Monday, 5 May 2014

In Hot Pursuit (1977)



Most films, when they have a dangerous stunt to do, employ professional stuntpeople in carefully controlled conditions.  In this movie, they get the cast liquored up and have them do the thing for real.

It's important to understand the above when you watch In Hot Pursuit (also known as Polk Country Pot Plane), because it transforms the movie's many high speed chases and many, many crashes from 'ho-hum' to 'holy hell!'.

And to be honest, the movie needs that frisson of 'lives were really at risk' to lift it.  The parts of the movie where cars and trucks aren't smashing into each other (or in one memorable case, through a house) are not terribly good.  There's a lot of scenes of people driving from place to place, or sitting in cars and waiting for other people.

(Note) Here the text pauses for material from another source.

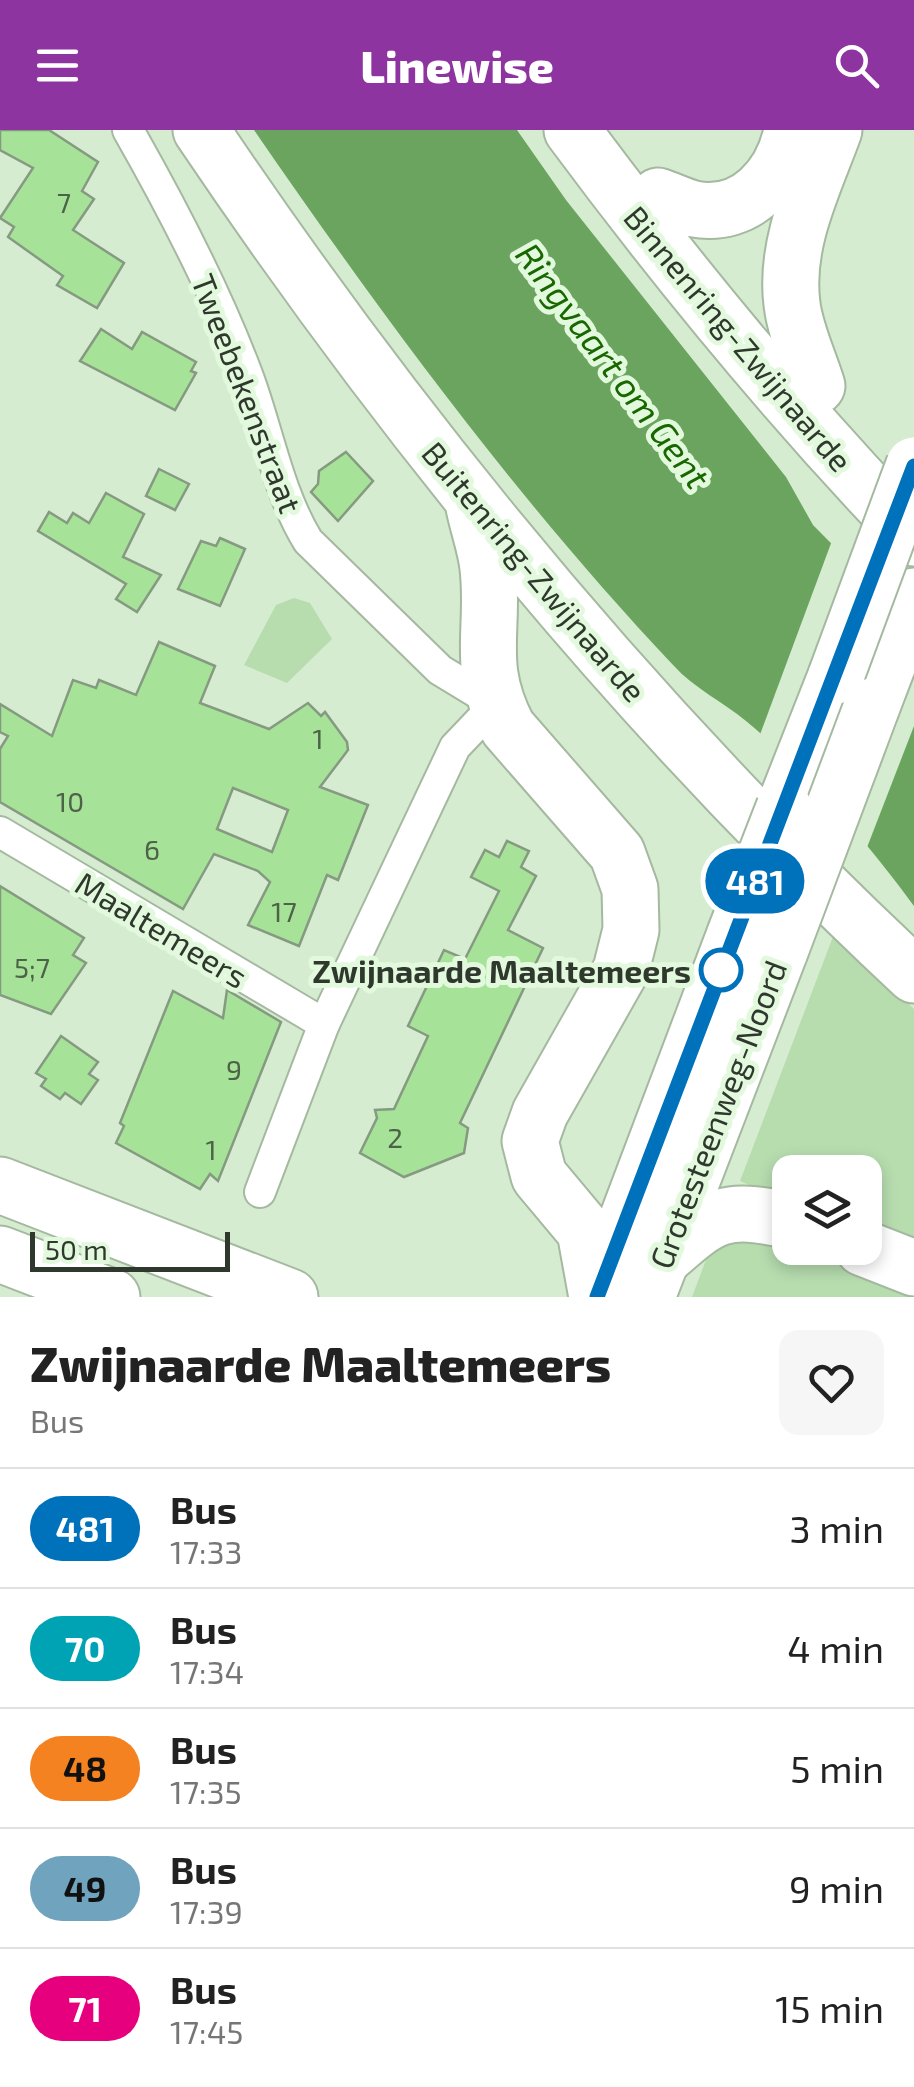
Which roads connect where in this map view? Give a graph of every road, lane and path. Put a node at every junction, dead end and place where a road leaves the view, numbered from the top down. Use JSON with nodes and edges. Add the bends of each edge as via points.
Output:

The plot?  Well, such as it is it's mostly a light action film about a pair of not-terribly bright brothers, Oosh and Doosh, who work as drug couriers in rural Georgia.  Every caper they're involved in seems to go awry in some way, likely because most of their colleagues aren't any smarter than them.  The film was apparently inspired by a real life event in Georgia, where a criminal cartel managed to land a DC-4 on a makeshift runway they'd bulldozed out of a forest mere hours beforehand.  The actual DC-4 in question plays a fairly significant role in the film, and is even billed as a cast member.

At the end of the day, however, this is only worth seeking out if you really, really want to see a lot of cars get genuinely smashed into each other.